For each line in the data below that holds "edges", return a copy.

# Given information:
- Opening Delimiter -

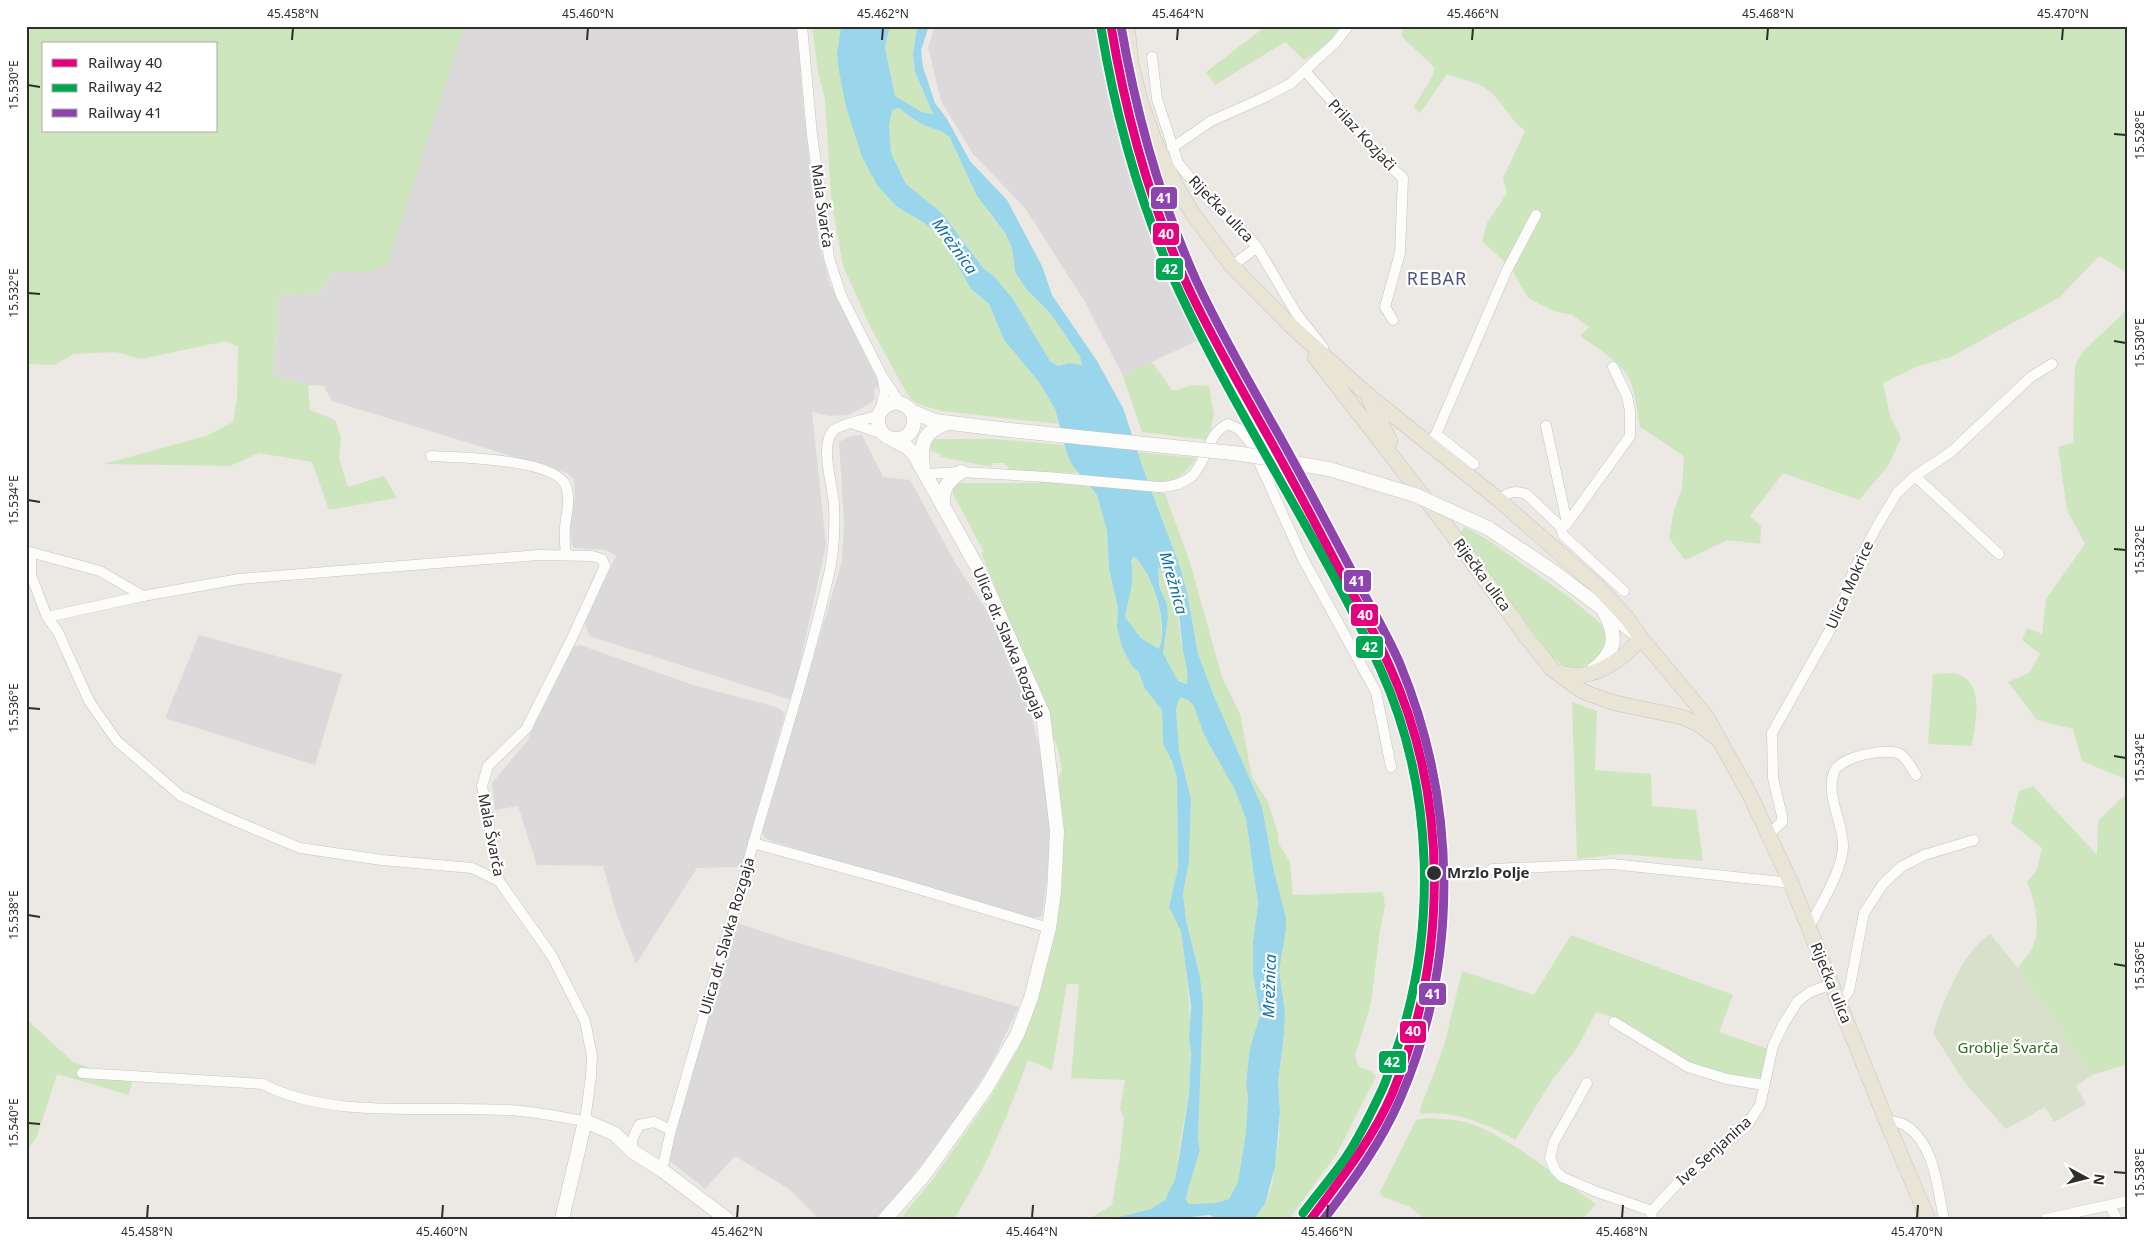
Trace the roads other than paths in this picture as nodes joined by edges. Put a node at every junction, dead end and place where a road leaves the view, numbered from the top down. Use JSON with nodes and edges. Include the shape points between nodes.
{"nodes":[{"id":1,"x":802,"y":26,"type":"edge"},
{"id":2,"x":1127,"y":26,"type":"edge"},
{"id":3,"x":1348,"y":26,"type":"edge"},
{"id":4,"x":1152,"y":58,"type":"dead end"},
{"id":5,"x":1305,"y":71,"type":"junction"},
{"id":6,"x":1172,"y":148,"type":"junction"},
{"id":7,"x":1536,"y":215,"type":"dead end"},
{"id":8,"x":1256,"y":247,"type":"junction"},
{"id":9,"x":1232,"y":266,"type":"junction"},
{"id":10,"x":1393,"y":320,"type":"dead end"},
{"id":11,"x":1291,"y":326,"type":"junction"},
{"id":12,"x":2052,"y":364,"type":"dead end"},
{"id":13,"x":1613,"y":367,"type":"dead end"},
{"id":14,"x":1346,"y":375,"type":"junction"},
{"id":15,"x":882,"y":376,"type":"junction"},
{"id":16,"x":1368,"y":395,"type":"junction"},
{"id":17,"x":906,"y":407,"type":"junction"},
{"id":18,"x":879,"y":413,"type":"junction"},
{"id":19,"x":935,"y":421,"type":"junction"},
{"id":20,"x":950,"y":422,"type":"junction"},
{"id":21,"x":853,"y":424,"type":"junction"},
{"id":22,"x":1546,"y":426,"type":"dead end"},
{"id":23,"x":913,"y":429,"type":"junction"},
{"id":24,"x":888,"y":437,"type":"junction"},
{"id":25,"x":1432,"y":439,"type":"junction"},
{"id":26,"x":914,"y":454,"type":"junction"},
{"id":27,"x":432,"y":456,"type":"dead end"},
{"id":28,"x":1474,"y":464,"type":"dead end"},
{"id":29,"x":925,"y":472,"type":"junction"},
{"id":30,"x":961,"y":472,"type":"junction"},
{"id":31,"x":1915,"y":476,"type":"junction"},
{"id":32,"x":1413,"y":482,"type":"junction"},
{"id":33,"x":1499,"y":500,"type":"junction"},
{"id":34,"x":944,"y":505,"type":"junction"},
{"id":35,"x":1564,"y":525,"type":"junction"},
{"id":36,"x":29,"y":552,"type":"edge"},
{"id":37,"x":2000,"y":554,"type":"dead end"},
{"id":38,"x":566,"y":555,"type":"junction"},
{"id":39,"x":1624,"y":591,"type":"dead end"},
{"id":40,"x":143,"y":596,"type":"junction"},
{"id":41,"x":1602,"y":608,"type":"junction"},
{"id":42,"x":48,"y":617,"type":"junction"},
{"id":43,"x":1641,"y":638,"type":"junction"},
{"id":44,"x":1552,"y":669,"type":"junction"},
{"id":45,"x":1591,"y":672,"type":"junction"},
{"id":46,"x":1726,"y":750,"type":"junction"},
{"id":47,"x":1391,"y":767,"type":"dead end"},
{"id":48,"x":1916,"y":775,"type":"dead end"},
{"id":49,"x":1769,"y":834,"type":"junction"},
{"id":50,"x":1974,"y":840,"type":"dead end"},
{"id":51,"x":754,"y":843,"type":"junction"},
{"id":52,"x":1492,"y":869,"type":"dead end"},
{"id":53,"x":499,"y":881,"type":"junction"},
{"id":54,"x":1791,"y":883,"type":"junction"},
{"id":55,"x":1049,"y":928,"type":"junction"},
{"id":56,"x":1809,"y":928,"type":"junction"},
{"id":57,"x":1832,"y":984,"type":"junction"},
{"id":58,"x":1839,"y":1004,"type":"junction"},
{"id":59,"x":1614,"y":1022,"type":"dead end"},
{"id":60,"x":82,"y":1073,"type":"dead end"},
{"id":61,"x":1587,"y":1082,"type":"dead end"},
{"id":62,"x":1764,"y":1085,"type":"junction"},
{"id":63,"x":1886,"y":1120,"type":"junction"},
{"id":64,"x":585,"y":1121,"type":"junction"},
{"id":65,"x":671,"y":1130,"type":"junction"},
{"id":66,"x":632,"y":1151,"type":"junction"},
{"id":67,"x":662,"y":1170,"type":"junction"},
{"id":68,"x":2128,"y":1201,"type":"edge"},
{"id":69,"x":2110,"y":1206,"type":"junction"},
{"id":70,"x":1651,"y":1215,"type":"edge"},
{"id":71,"x":562,"y":1219,"type":"edge"},
{"id":72,"x":727,"y":1219,"type":"edge"},
{"id":73,"x":885,"y":1219,"type":"edge"},
{"id":74,"x":1928,"y":1219,"type":"edge"},
{"id":75,"x":1944,"y":1219,"type":"edge"},
{"id":76,"x":2045,"y":1219,"type":"edge"},
{"id":77,"x":2117,"y":1219,"type":"edge"}],
"edges":[{"from":1,"to":15,"type":"street","name":"Mala Švarča","via":[[829,258],[841,295]]},
{"from":2,"to":9,"type":"main road","name":"Riječka ulica","via":[[1140,100],[1154,140],[1193,214]]},
{"from":3,"to":5,"type":"street"},
{"from":4,"to":6,"type":"street","name":"Riječka ulica","via":[[1156,99]]},
{"from":5,"to":6,"type":"street","via":[[1290,84],[1211,121]]},
{"from":5,"to":10,"type":"street","name":"Prilaz Kozjači","via":[[1384,162],[1403,178],[1400,253],[1385,307]]},
{"from":6,"to":8,"type":"street","name":"Riječka ulica","via":[[1178,163],[1210,202]]},
{"from":7,"to":25,"type":"street","via":[[1506,272]]},
{"from":8,"to":9,"type":"street","name":"Riječka ulica"},
{"from":8,"to":14,"type":"street","name":"Riječka ulica","via":[[1296,313]]},
{"from":9,"to":11,"type":"main road","name":"Riječka ulica"},
{"from":11,"to":14,"type":"main road","name":"Riječka ulica"},
{"from":11,"to":32,"type":"main road","name":"Riječka ulica"},
{"from":12,"to":31,"type":"street","name":"Ulica Mokrice","via":[[2031,377],[1951,452]]},
{"from":13,"to":35,"type":"street","via":[[1627,396],[1630,436]]},
{"from":14,"to":16,"type":"main road","name":"Riječka ulica"},
{"from":15,"to":17,"type":"street","name":"Mala Švarča"},
{"from":15,"to":18,"type":"street","via":[[885,390]]},
{"from":16,"to":25,"type":"main road","name":"Riječka ulica"},
{"from":16,"to":32,"type":"main road"},
{"from":17,"to":18,"type":"street","via":[[891,403]]},
{"from":17,"to":19,"type":"street"},
{"from":17,"to":23,"type":"street","via":[[914,417]]},
{"from":18,"to":21,"type":"street","name":"Ulica dr. Slavka Rozgaja"},
{"from":18,"to":24,"type":"street","via":[[878,425]]},
{"from":19,"to":20,"type":"street"},
{"from":19,"to":23,"type":"street","via":[[919,424]]},
{"from":20,"to":29,"type":"street","via":[[925,437],[921,451]]},
{"from":20,"to":41,"type":"street","bridge":true,"via":[[1242,454],[1329,469],[1415,495],[1488,528]]},
{"from":21,"to":24,"type":"street"},
{"from":21,"to":51,"type":"street","name":"Ulica dr. Slavka Rozgaja","via":[[832,432],[828,442],[834,505],[829,573]]},
{"from":22,"to":35,"type":"street"},
{"from":23,"to":24,"type":"street","via":[[905,437]]},
{"from":23,"to":26,"type":"street","name":"Ulica dr. Slavka Rozgaja"},
{"from":24,"to":26,"type":"street","name":"Ulica dr. Slavka Rozgaja"},
{"from":25,"to":28,"type":"street"},
{"from":25,"to":33,"type":"main road","name":"Riječka ulica"},
{"from":26,"to":29,"type":"street","name":"Ulica dr. Slavka Rozgaja"},
{"from":27,"to":38,"type":"street","via":[[487,458],[532,467],[562,479],[568,497],[564,530]]},
{"from":29,"to":30,"type":"street"},
{"from":29,"to":34,"type":"street","name":"Ulica dr. Slavka Rozgaja"},
{"from":30,"to":34,"type":"street","via":[[945,487]]},
{"from":30,"to":47,"type":"street","via":[[1174,487],[1194,474],[1222,427],[1228,424],[1240,429],[1250,442],[1302,556],[1376,692]]},
{"from":31,"to":37,"type":"street"},
{"from":31,"to":49,"type":"street","name":"Ulica Mokrice","via":[[1897,494],[1876,528],[1853,572],[1839,614],[1772,733],[1772,778],[1782,822]]},
{"from":32,"to":44,"type":"main road","name":"Riječka ulica"},
{"from":33,"to":35,"type":"street","via":[[1510,492],[1526,494]]},
{"from":33,"to":43,"type":"main road","name":"Riječka ulica","via":[[1597,586]]},
{"from":34,"to":55,"type":"street","name":"Ulica dr. Slavka Rozgaja","via":[[982,574],[1043,714],[1057,830]]},
{"from":35,"to":39,"type":"street","via":[[1563,535]]},
{"from":36,"to":40,"type":"street","via":[[100,571]]},
{"from":36,"to":42,"type":"street","via":[[31,575]]},
{"from":38,"to":40,"type":"street","via":[[239,579]]},
{"from":38,"to":53,"type":"street","name":"Mala Švarča","via":[[592,556],[602,559],[605,566],[526,729],[488,766],[482,786]]},
{"from":40,"to":42,"type":"street"},
{"from":41,"to":43,"type":"street"},
{"from":41,"to":45,"type":"street","via":[[1613,630],[1613,645],[1605,660]]},
{"from":42,"to":53,"type":"street","via":[[89,701],[117,741],[181,796],[300,848],[472,868]]},
{"from":43,"to":45,"type":"main road","via":[[1614,663]]},
{"from":43,"to":46,"type":"main road","name":"Riječka ulica","via":[[1706,716]]},
{"from":44,"to":45,"type":"main road","via":[[1570,675]]},
{"from":44,"to":46,"type":"main road","name":"Riječka ulica","via":[[1589,694],[1682,717],[1700,725]]},
{"from":46,"to":49,"type":"main road","name":"Riječka ulica"},
{"from":48,"to":56,"type":"street","via":[[1901,754],[1892,752],[1851,758],[1834,771],[1831,783],[1843,846],[1838,867]]},
{"from":49,"to":54,"type":"main road","name":"Riječka ulica"},
{"from":50,"to":58,"type":"street","via":[[1924,854],[1901,867],[1883,884],[1864,913],[1849,990]]},
{"from":51,"to":55,"type":"street"},
{"from":51,"to":65,"type":"street","name":"Ulica dr. Slavka Rozgaja"},
{"from":52,"to":54,"type":"street","via":[[1612,864]]},
{"from":53,"to":64,"type":"street","name":"Mala Švarča","via":[[552,956],[585,1022],[592,1056]]},
{"from":54,"to":56,"type":"main road","name":"Riječka ulica"},
{"from":55,"to":73,"type":"street","name":"Ulica dr. Slavka Rozgaja","via":[[1031,998],[1017,1036],[986,1088],[929,1167]]},
{"from":56,"to":57,"type":"main road","name":"Riječka ulica"},
{"from":57,"to":58,"type":"main road","name":"Riječka ulica"},
{"from":57,"to":62,"type":"street","name":"Ive Senjanina","via":[[1810,992],[1798,1001],[1773,1046]]},
{"from":58,"to":63,"type":"main road","name":"Riječka ulica"},
{"from":59,"to":62,"type":"street","via":[[1688,1067],[1727,1080]]},
{"from":60,"to":64,"type":"street","via":[[263,1084],[280,1093],[331,1106],[506,1110]]},
{"from":61,"to":70,"type":"street","name":"Ive Senjanina","via":[[1554,1142],[1550,1158],[1555,1170],[1562,1177]]},
{"from":62,"to":70,"type":"street","name":"Ive Senjanina","via":[[1760,1105],[1746,1126],[1685,1175]]},
{"from":63,"to":74,"type":"main road","name":"Riječka ulica"},
{"from":63,"to":75,"type":"street","via":[[1904,1124],[1920,1138],[1928,1152]]},
{"from":64,"to":66,"type":"street","via":[[615,1134]]},
{"from":64,"to":71,"type":"street","name":"Mala Švarča"},
{"from":65,"to":66,"type":"street","via":[[654,1122],[638,1125]]},
{"from":65,"to":67,"type":"street","name":"Ulica dr. Slavka Rozgaja"},
{"from":66,"to":67,"type":"street"},
{"from":67,"to":72,"type":"street"},
{"from":68,"to":69,"type":"street"},
{"from":69,"to":76,"type":"street"},
{"from":69,"to":77,"type":"street"}]}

- Closing Delimiter -

# Reply to the task:
Trace the roads other than paths in this picture as nodes joined by edges. Put a node at every junction, dead end and place where a road leaves the view, numbered from the top down. Use JSON with nodes and edges. Include the shape points between nodes.
"edges":[{"from":1,"to":15,"type":"street","name":"Mala Švarča","via":[[829,258],[841,295]]},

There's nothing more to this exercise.